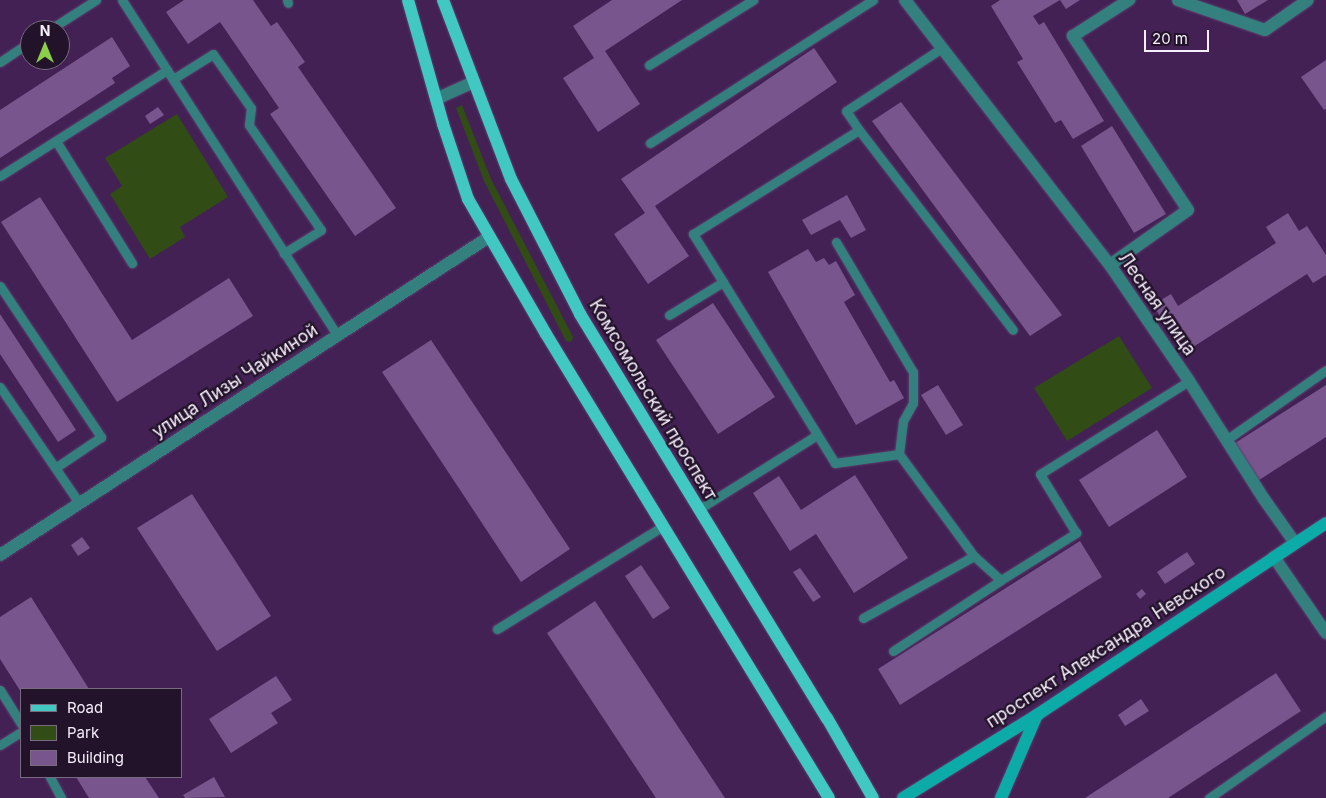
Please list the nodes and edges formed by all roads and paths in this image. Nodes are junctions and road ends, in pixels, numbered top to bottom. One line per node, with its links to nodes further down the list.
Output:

........

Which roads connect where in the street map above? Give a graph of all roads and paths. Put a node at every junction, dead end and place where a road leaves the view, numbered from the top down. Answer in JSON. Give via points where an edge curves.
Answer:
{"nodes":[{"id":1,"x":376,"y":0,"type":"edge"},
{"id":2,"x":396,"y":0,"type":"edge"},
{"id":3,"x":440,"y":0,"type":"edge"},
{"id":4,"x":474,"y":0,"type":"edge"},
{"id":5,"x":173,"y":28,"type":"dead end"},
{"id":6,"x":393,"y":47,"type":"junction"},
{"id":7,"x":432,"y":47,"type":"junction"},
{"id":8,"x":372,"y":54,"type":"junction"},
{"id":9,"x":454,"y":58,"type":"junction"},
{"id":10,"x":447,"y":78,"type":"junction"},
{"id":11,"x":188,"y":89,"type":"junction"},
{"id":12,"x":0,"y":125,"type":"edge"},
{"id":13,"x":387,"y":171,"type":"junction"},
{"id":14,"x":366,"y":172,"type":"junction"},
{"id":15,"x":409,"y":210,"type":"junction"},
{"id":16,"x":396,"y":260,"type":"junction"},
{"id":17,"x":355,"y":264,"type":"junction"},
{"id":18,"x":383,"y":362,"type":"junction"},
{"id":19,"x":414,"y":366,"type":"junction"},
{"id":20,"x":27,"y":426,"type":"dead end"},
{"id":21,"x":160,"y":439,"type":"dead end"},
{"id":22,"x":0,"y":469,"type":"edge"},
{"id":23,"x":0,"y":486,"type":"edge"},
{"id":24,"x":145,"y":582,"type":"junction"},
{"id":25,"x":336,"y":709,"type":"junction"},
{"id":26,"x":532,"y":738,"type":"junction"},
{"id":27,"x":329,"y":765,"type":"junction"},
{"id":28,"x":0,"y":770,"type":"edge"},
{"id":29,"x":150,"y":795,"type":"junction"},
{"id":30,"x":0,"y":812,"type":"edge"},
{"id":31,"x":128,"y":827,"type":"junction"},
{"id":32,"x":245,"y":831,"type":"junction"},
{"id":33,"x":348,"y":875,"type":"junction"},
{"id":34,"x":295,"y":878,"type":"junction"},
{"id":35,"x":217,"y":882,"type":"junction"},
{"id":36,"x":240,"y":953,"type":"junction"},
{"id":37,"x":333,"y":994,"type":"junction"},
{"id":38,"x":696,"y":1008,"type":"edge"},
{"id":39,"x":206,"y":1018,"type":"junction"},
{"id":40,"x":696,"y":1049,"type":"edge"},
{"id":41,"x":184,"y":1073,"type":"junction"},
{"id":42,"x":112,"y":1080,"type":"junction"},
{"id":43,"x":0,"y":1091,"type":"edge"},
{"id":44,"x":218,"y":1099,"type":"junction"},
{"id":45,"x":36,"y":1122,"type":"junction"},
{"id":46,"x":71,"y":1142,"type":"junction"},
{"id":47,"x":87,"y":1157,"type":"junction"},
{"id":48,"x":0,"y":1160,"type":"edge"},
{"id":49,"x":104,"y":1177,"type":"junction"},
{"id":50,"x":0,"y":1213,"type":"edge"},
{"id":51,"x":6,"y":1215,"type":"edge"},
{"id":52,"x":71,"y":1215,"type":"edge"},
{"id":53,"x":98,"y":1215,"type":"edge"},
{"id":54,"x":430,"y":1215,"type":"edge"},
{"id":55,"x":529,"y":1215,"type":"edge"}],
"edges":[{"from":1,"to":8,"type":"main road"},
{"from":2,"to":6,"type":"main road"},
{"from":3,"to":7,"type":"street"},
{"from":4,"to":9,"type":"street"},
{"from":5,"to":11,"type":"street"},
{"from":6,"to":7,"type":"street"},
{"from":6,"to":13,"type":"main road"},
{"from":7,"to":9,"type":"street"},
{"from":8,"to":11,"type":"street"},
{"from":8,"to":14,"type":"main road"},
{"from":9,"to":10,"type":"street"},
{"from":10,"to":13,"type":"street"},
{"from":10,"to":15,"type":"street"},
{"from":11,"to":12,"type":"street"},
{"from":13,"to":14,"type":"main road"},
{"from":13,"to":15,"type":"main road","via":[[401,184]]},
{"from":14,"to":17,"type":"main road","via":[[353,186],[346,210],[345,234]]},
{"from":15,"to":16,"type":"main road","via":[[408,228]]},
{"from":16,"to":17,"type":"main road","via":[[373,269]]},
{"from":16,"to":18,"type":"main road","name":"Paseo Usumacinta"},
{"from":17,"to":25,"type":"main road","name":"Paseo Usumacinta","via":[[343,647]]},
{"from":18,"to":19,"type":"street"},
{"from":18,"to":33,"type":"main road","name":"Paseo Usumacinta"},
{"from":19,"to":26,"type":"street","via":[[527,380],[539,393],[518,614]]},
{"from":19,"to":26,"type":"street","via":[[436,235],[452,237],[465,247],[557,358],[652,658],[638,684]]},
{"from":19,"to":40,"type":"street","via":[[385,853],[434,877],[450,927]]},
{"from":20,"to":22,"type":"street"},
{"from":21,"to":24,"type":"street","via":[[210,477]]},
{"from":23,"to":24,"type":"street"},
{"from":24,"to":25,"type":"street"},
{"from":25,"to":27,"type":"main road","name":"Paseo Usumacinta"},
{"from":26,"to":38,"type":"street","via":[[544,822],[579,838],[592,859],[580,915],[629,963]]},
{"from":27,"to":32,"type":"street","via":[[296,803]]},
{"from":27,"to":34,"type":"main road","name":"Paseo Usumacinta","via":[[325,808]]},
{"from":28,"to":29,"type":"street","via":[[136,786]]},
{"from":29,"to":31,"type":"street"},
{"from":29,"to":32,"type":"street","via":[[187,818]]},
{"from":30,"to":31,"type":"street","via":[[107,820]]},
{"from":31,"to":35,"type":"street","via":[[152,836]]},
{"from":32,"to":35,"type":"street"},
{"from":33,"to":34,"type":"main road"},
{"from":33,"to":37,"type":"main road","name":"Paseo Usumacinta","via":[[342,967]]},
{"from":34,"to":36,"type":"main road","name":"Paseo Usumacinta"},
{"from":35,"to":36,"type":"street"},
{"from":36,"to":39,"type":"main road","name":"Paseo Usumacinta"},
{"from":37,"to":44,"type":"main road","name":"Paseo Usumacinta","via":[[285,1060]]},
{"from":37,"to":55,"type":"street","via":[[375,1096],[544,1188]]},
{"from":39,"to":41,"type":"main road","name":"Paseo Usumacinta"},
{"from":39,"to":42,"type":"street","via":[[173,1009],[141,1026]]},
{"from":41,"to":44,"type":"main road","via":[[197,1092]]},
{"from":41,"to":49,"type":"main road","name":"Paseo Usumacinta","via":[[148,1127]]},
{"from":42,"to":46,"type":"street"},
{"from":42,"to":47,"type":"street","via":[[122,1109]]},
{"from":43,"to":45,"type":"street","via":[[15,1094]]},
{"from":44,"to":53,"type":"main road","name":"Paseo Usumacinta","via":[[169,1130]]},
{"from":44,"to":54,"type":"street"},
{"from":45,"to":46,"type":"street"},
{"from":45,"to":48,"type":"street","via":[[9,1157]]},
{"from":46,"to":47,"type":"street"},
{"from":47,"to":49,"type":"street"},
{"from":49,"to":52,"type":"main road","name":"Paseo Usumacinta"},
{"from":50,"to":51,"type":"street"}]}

........

- YOUR OBJECTIVE -
Go line by line through the data and copy any that contain "numbered".

- ANSWER SPACE -
Please list the nodes and edges formed by all roads and paths in this image. Nodes are junctions and road ends, in pixels, numbered top to bottom. One line per node, with its links to nodes further down the list.
Which roads connect where in the street map above? Give a graph of all roads and paths. Put a node at every junction, dead end and place where a road leaves the view, numbered from the top down. Answer in JSON. Give via points where an edge curves.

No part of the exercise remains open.